Segment Open
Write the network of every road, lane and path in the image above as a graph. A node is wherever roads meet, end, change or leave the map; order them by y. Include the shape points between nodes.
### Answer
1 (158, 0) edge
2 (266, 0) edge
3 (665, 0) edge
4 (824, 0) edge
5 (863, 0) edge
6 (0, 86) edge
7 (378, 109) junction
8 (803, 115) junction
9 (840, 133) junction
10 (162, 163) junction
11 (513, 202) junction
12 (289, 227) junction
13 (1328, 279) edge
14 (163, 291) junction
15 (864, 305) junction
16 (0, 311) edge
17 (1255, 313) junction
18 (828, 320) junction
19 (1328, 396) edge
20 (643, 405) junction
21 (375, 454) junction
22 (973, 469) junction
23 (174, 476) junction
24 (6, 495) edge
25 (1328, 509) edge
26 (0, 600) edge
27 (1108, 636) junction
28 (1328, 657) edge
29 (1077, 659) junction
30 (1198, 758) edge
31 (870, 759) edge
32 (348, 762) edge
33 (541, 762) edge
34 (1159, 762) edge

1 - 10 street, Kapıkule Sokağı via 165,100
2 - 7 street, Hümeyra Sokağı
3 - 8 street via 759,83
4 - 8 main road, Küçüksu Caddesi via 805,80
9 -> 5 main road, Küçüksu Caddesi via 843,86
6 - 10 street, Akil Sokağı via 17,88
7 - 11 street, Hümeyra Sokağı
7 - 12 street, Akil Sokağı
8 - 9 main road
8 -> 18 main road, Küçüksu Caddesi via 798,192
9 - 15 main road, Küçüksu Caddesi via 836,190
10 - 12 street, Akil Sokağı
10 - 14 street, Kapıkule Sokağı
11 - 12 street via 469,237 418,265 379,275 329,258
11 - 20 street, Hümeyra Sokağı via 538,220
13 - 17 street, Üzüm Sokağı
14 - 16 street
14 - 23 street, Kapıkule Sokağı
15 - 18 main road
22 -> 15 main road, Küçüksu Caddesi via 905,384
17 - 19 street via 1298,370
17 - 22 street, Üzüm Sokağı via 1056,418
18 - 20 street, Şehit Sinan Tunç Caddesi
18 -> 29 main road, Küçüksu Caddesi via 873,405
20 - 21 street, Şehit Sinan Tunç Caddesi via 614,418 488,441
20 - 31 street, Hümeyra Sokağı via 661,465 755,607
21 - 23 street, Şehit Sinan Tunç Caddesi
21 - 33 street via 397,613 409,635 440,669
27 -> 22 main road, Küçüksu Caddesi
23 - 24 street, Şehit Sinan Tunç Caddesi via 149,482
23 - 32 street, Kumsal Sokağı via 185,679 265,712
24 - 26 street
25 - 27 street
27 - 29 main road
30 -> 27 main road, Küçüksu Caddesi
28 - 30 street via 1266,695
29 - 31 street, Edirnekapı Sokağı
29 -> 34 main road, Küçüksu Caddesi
Segment Closed
PROBLEM STATEMENT
Please show every line of the entries above that contains the word "Sinan".

SOLUTION FOR THIS EXERCISE
18 - 20 street, Şehit Sinan Tunç Caddesi
20 - 21 street, Şehit Sinan Tunç Caddesi via 614,418 488,441
21 - 23 street, Şehit Sinan Tunç Caddesi
23 - 24 street, Şehit Sinan Tunç Caddesi via 149,482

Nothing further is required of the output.